JAKARTA (TEROPONGSENAYAN)--Anggota Panitia Kerja (Panja) revisi KUHP Arsul Sani mengatakan, Pasal 134 dan 136 Kitab Undang-undang Hukum Pidana (KUHP) tentang penghinaan presiden telah dihapus Mahkamah Konstitusi (MK). Pasal-pasal tersebut berbeda dengan Pasal 263 dan 264 dalam draf revisi KUHP.
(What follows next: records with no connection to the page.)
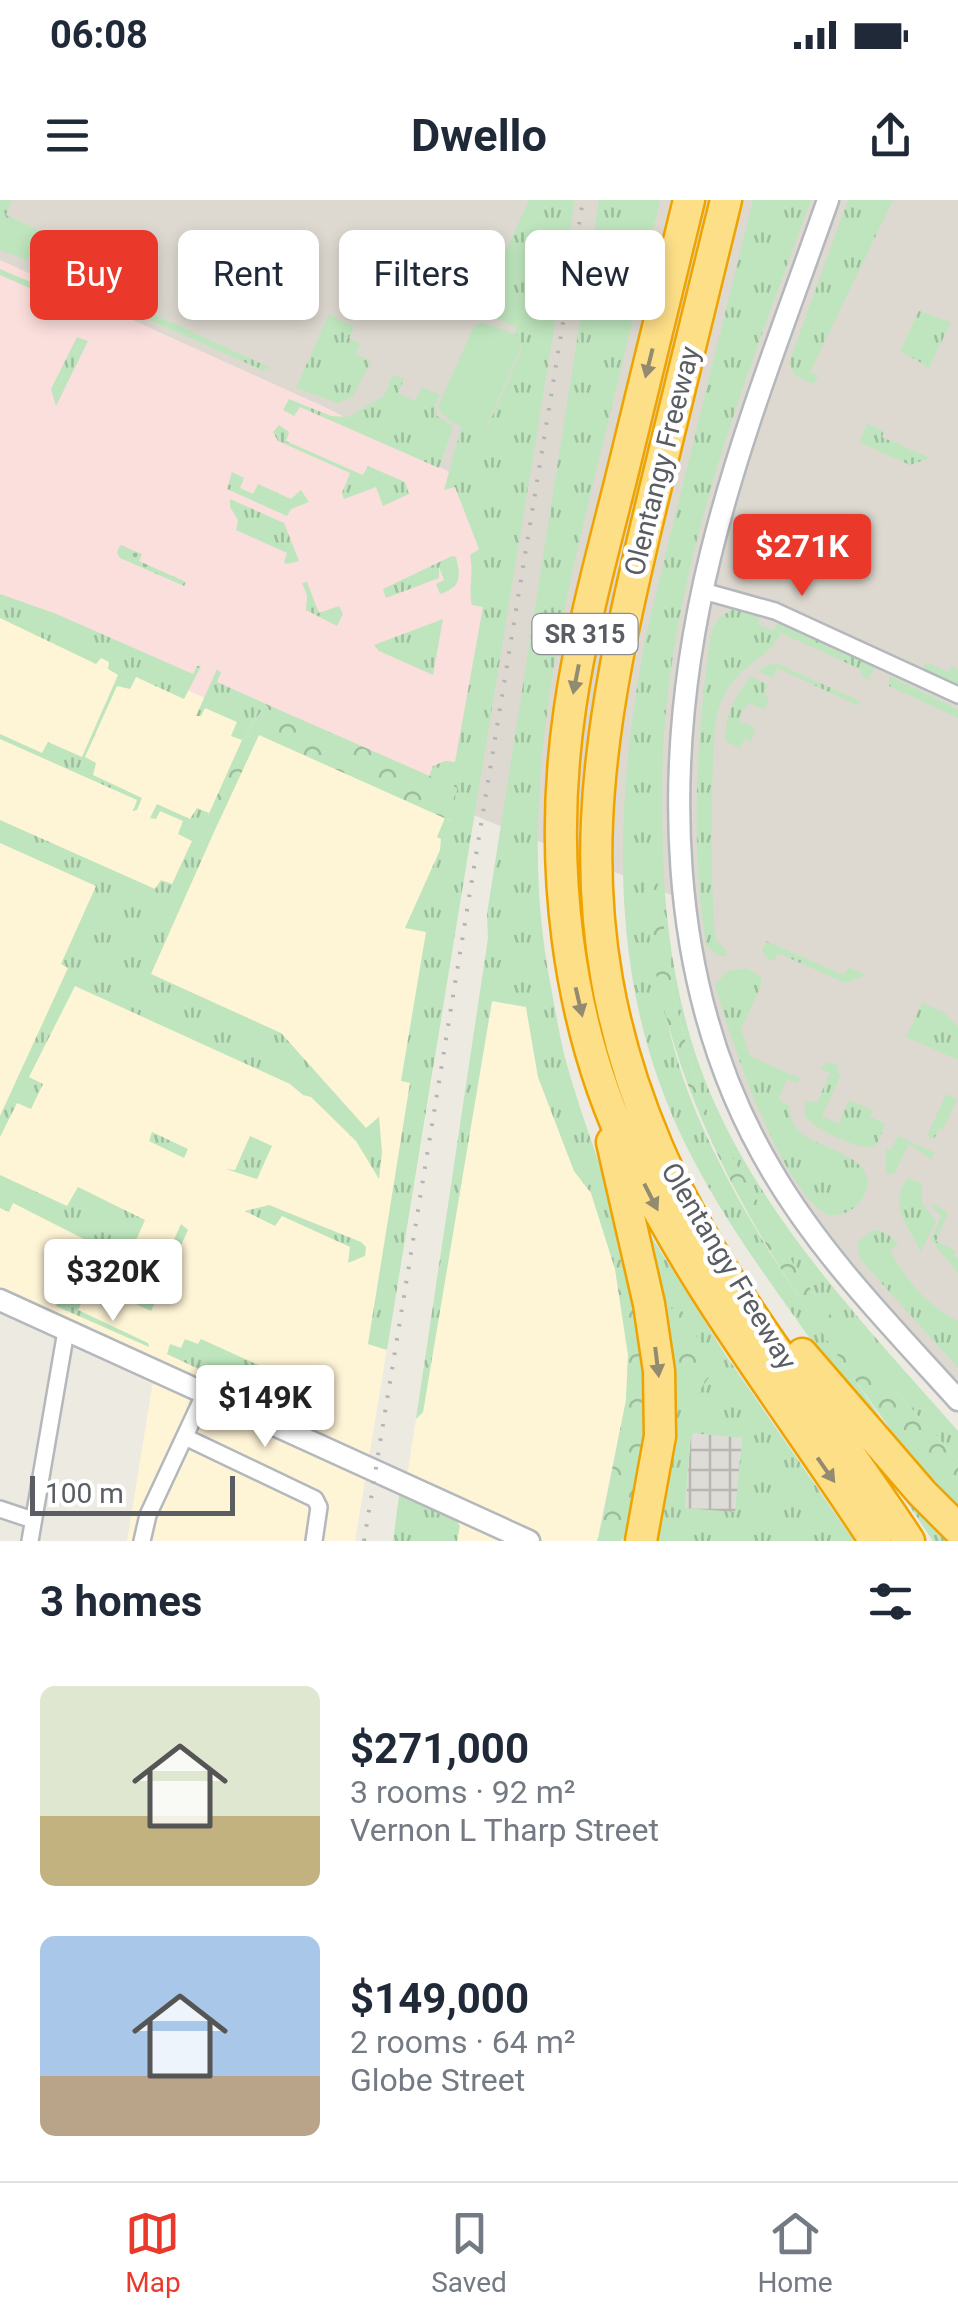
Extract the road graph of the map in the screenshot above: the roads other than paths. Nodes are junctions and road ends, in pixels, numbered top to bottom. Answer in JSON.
{"nodes":[{"id":1,"x":688,"y":200,"type":"edge"},
{"id":2,"x":726,"y":200,"type":"edge"},
{"id":3,"x":828,"y":200,"type":"edge"},
{"id":4,"x":703,"y":590,"type":"junction"},
{"id":5,"x":958,"y":695,"type":"edge"},
{"id":6,"x":598,"y":1075,"type":"junction"},
{"id":7,"x":694,"y":1219,"type":"junction"},
{"id":8,"x":0,"y":1300,"type":"edge"},
{"id":9,"x":66,"y":1331,"type":"junction"},
{"id":10,"x":205,"y":1393,"type":"junction"},
{"id":11,"x":958,"y":1400,"type":"edge"},
{"id":12,"x":185,"y":1437,"type":"junction"},
{"id":13,"x":648,"y":1498,"type":"junction"},
{"id":14,"x":0,"y":1509,"type":"edge"},
{"id":15,"x":33,"y":1520,"type":"junction"},
{"id":16,"x":956,"y":1526,"type":"edge"},
{"id":17,"x":30,"y":1541,"type":"edge"},
{"id":18,"x":142,"y":1541,"type":"edge"},
{"id":19,"x":314,"y":1541,"type":"edge"},
{"id":20,"x":530,"y":1541,"type":"edge"},
{"id":21,"x":629,"y":1541,"type":"edge"},
{"id":22,"x":640,"y":1541,"type":"edge"},
{"id":23,"x":875,"y":1541,"type":"edge"},
{"id":24,"x":908,"y":1541,"type":"edge"}],
"edges":[{"from":1,"to":6,"type":"highway","name":"Olentangy Freeway","number":"SR 315","one_way":true},
{"from":2,"to":7,"type":"highway","name":"Olentangy Freeway","number":"SR 315"},
{"from":3,"to":4,"type":"street"},
{"from":4,"to":5,"type":"street"},
{"from":4,"to":11,"type":"street"},
{"from":6,"to":13,"type":"highway","one_way":true},
{"from":6,"to":23,"type":"highway","name":"Olentangy Freeway","number":"SR 315","one_way":true},
{"from":7,"to":16,"type":"highway"},
{"from":7,"to":24,"type":"highway","name":"Olentangy Freeway","number":"SR 315"},
{"from":8,"to":9,"type":"street"},
{"from":9,"to":10,"type":"street"},
{"from":9,"to":15,"type":"street"},
{"from":10,"to":12,"type":"street"},
{"from":10,"to":20,"type":"street"},
{"from":12,"to":18,"type":"street"},
{"from":12,"to":19,"type":"street"},
{"from":13,"to":21,"type":"highway"},
{"from":13,"to":22,"type":"highway"},
{"from":14,"to":15,"type":"street"},
{"from":15,"to":17,"type":"street"}]}
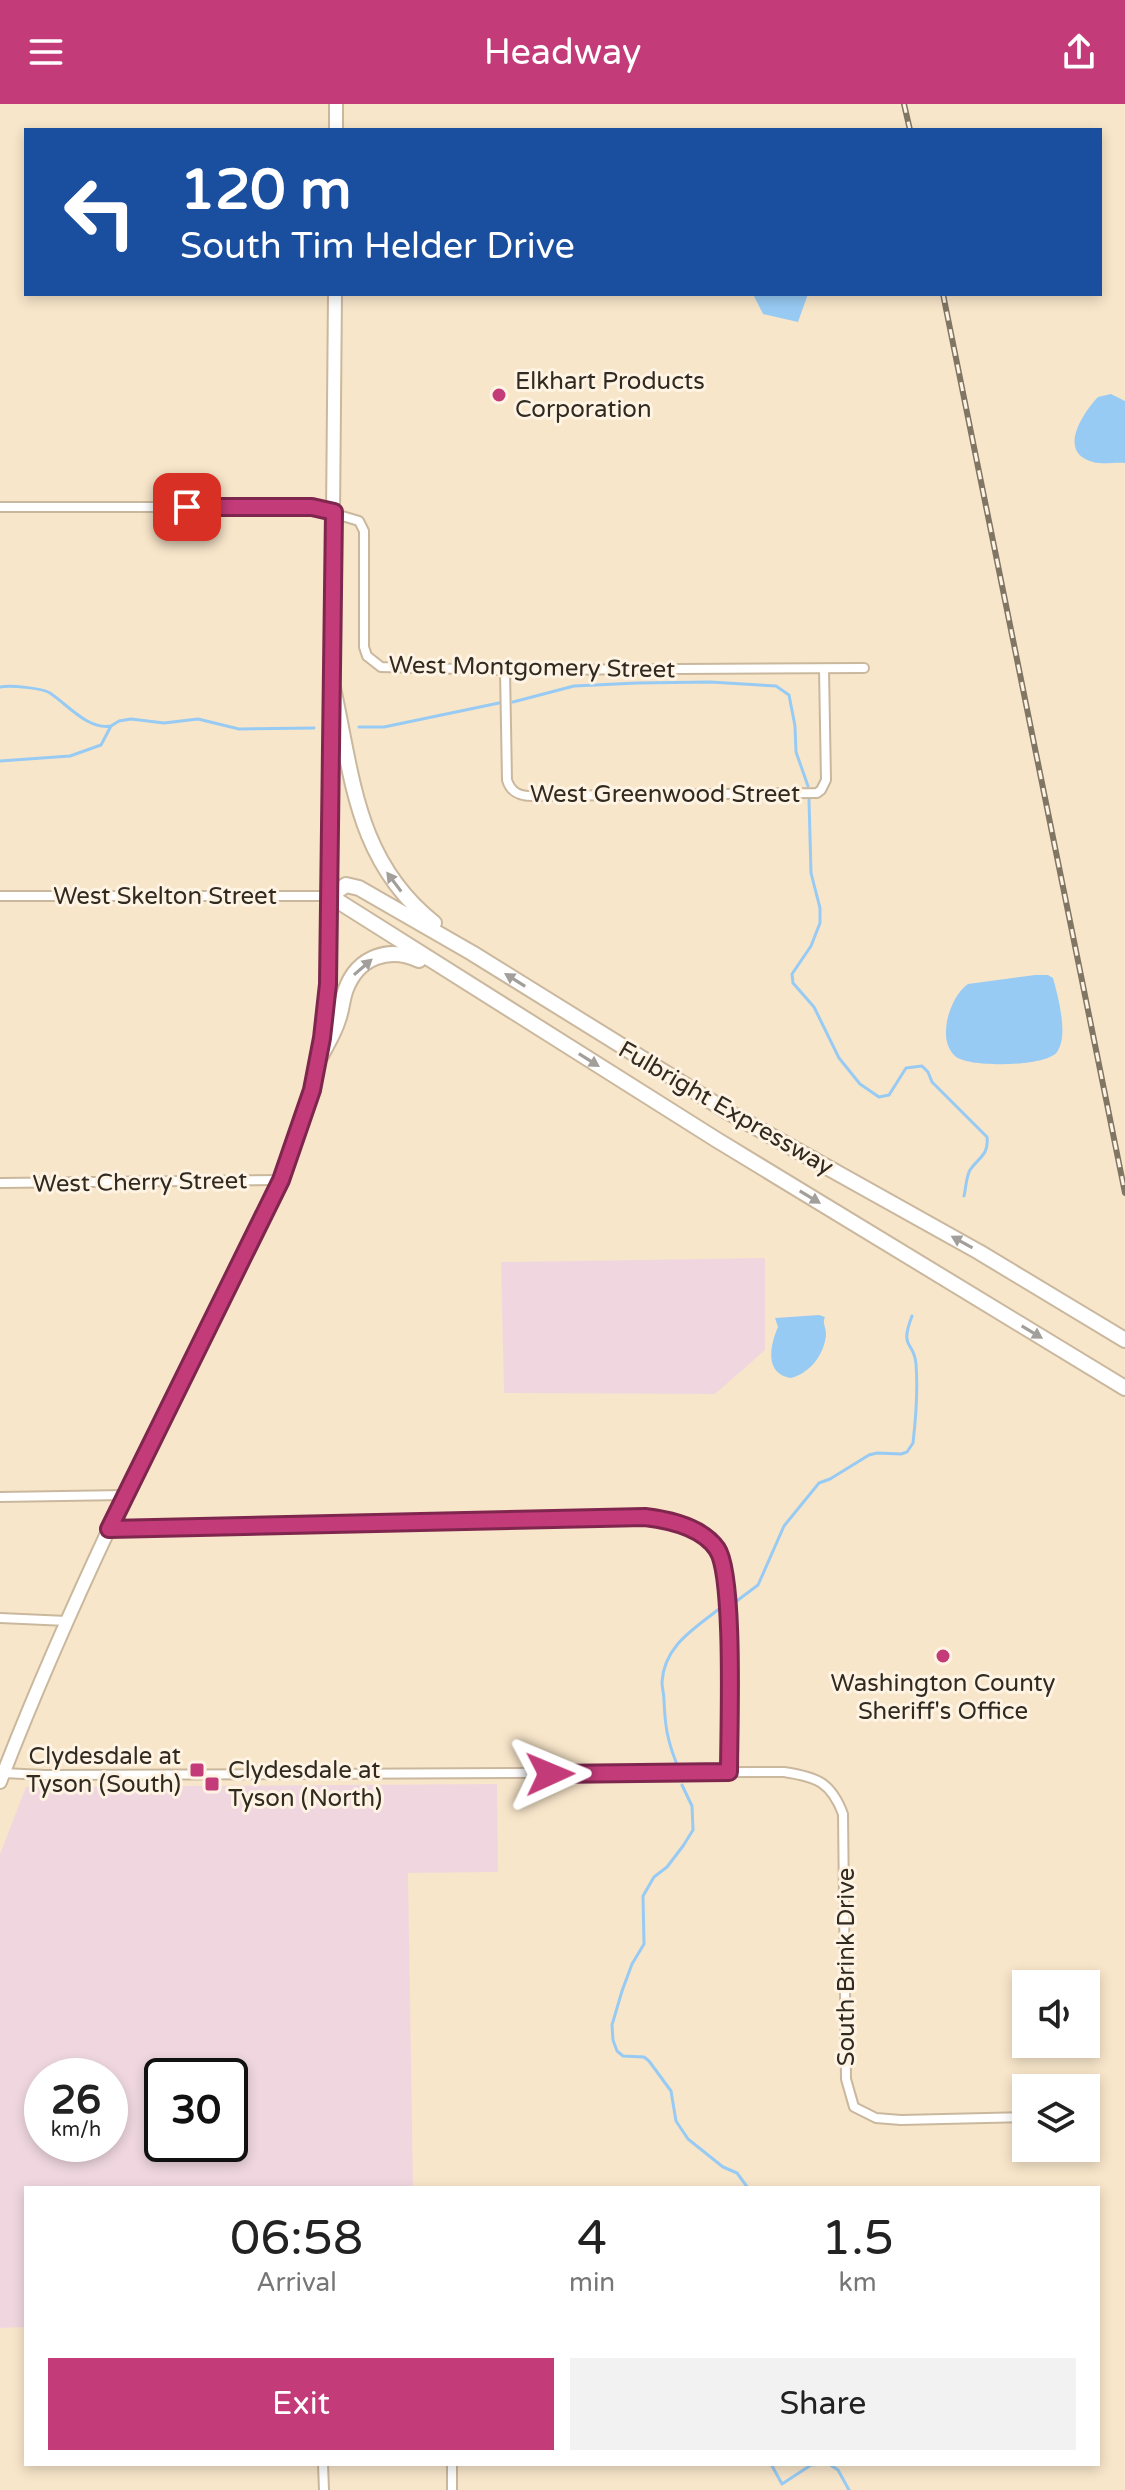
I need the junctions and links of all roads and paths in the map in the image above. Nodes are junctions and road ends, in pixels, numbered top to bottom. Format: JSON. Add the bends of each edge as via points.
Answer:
{"nodes":[{"id":1,"x":336,"y":104,"type":"edge"},
{"id":2,"x":336,"y":128,"type":"edge"},
{"id":3,"x":335,"y":296,"type":"edge"},
{"id":4,"x":0,"y":507,"type":"edge"},
{"id":5,"x":334,"y":512,"type":"junction"},
{"id":6,"x":864,"y":668,"type":"dead end"},
{"id":7,"x":824,"y":669,"type":"junction"},
{"id":8,"x":505,"y":670,"type":"junction"},
{"id":9,"x":333,"y":688,"type":"junction"},
{"id":10,"x":0,"y":896,"type":"edge"},
{"id":11,"x":330,"y":896,"type":"junction"},
{"id":12,"x":472,"y":953,"type":"junction"},
{"id":13,"x":523,"y":1019,"type":"junction"},
{"id":14,"x":318,"y":1061,"type":"junction"},
{"id":15,"x":281,"y":1180,"type":"junction"},
{"id":16,"x":0,"y":1183,"type":"edge"},
{"id":17,"x":1125,"y":1340,"type":"edge"},
{"id":18,"x":1125,"y":1388,"type":"edge"},
{"id":19,"x":125,"y":1495,"type":"junction"},
{"id":20,"x":0,"y":1497,"type":"edge"},
{"id":21,"x":109,"y":1529,"type":"junction"},
{"id":22,"x":0,"y":1618,"type":"edge"},
{"id":23,"x":67,"y":1621,"type":"junction"},
{"id":24,"x":729,"y":1772,"type":"junction"},
{"id":25,"x":2,"y":1777,"type":"edge"},
{"id":26,"x":1012,"y":2117,"type":"edge"},
{"id":27,"x":323,"y":2466,"type":"edge"},
{"id":28,"x":452,"y":2466,"type":"edge"},
{"id":29,"x":324,"y":2490,"type":"edge"},
{"id":30,"x":452,"y":2490,"type":"edge"}],
"edges":[{"from":1,"to":2,"type":"main road"},
{"from":3,"to":5,"type":"main road"},
{"from":4,"to":5,"type":"street","via":[[312,507]]},
{"from":5,"to":8,"type":"street","name":"West Montgomery Street","via":[[363,525],[364,647],[373,663]]},
{"from":5,"to":9,"type":"main road"},
{"from":6,"to":7,"type":"street","name":"West Montgomery Street"},
{"from":7,"to":8,"type":"street","name":"West Montgomery Street"},
{"from":7,"to":8,"type":"street","name":"West Greenwood Street","via":[[826,780],[821,790],[532,796],[515,793],[507,780]]},
{"from":9,"to":11,"type":"main road"},
{"from":12,"to":9,"type":"highway","one_way":true,"via":[[417,909],[374,850],[358,810]]},
{"from":10,"to":11,"type":"street","name":"West Skelton Street"},
{"from":11,"to":12,"type":"highway","name":"Fulbright Expressway","via":[[346,885],[359,888]]},
{"from":11,"to":13,"type":"highway"},
{"from":11,"to":14,"type":"main road","via":[[328,984]]},
{"from":17,"to":12,"type":"highway","name":"Fulbright Expressway","one_way":true,"via":[[730,1113]]},
{"from":14,"to":13,"type":"highway","one_way":true,"via":[[335,1030],[350,980],[369,960],[384,954],[415,958]]},
{"from":13,"to":18,"type":"highway","name":"Fulbright Expressway","one_way":true},
{"from":14,"to":15,"type":"main road"},
{"from":15,"to":16,"type":"street","name":"West Cherry Street"},
{"from":15,"to":19,"type":"main road"},
{"from":19,"to":20,"type":"street"},
{"from":19,"to":21,"type":"main road"},
{"from":21,"to":23,"type":"main road"},
{"from":21,"to":24,"type":"street","via":[[645,1517],[685,1527],[712,1543],[725,1568]]},
{"from":22,"to":23,"type":"street"},
{"from":23,"to":25,"type":"main road"},
{"from":24,"to":25,"type":"street"},
{"from":24,"to":26,"type":"street","name":"South Brink Drive","via":[[806,1775],[836,1796],[843,1814],[846,2079],[854,2107],[876,2118],[901,2120]]},
{"from":27,"to":29,"type":"street"},
{"from":28,"to":30,"type":"street"}]}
"Soal pasal penghinaan pada presiden dan wakil presiden perlu dijelaskan. Secara norma dasar akan jadi sesuatu yang berbeda dengan pasal di KUHP sekarang yang sudah dibatalkan MK, yang beda itu sifat deliknya," ujar Arsul di Kompleks Parlemen, Senayan, Jakarta, Senin (5/2/2018).
Sekjen PPP ini menjelaskan, Pasal 263 dan 264 tentang penghinaan presiden yang masuk dalam draf revisi KUHP bersifat delik aduan. Sedangkan Pasal 134 dan 136 tentang penghinaan presiden yang sudah dihapus MK, kata dia, bersifat umum.
"Tapi kalau tuntutannya pasal penghinaan presiden dan wakil presiden ini harus dihilangkan," katanya.
Namun, dia menjamin bahwa pasal penghinaan presiden tidak menjadi pasal karet.
"Meskipun sudah jadi delik aduan, tapi bukan ruang bagi penegak hukum untuk menafsirkan semau gue," tandasnya.
Pasal penghinaan terhadap presiden dan wakil presiden kembali muncul dalam Rancangan Kitab Undang-Undang Hukum Pidana (RKUHP).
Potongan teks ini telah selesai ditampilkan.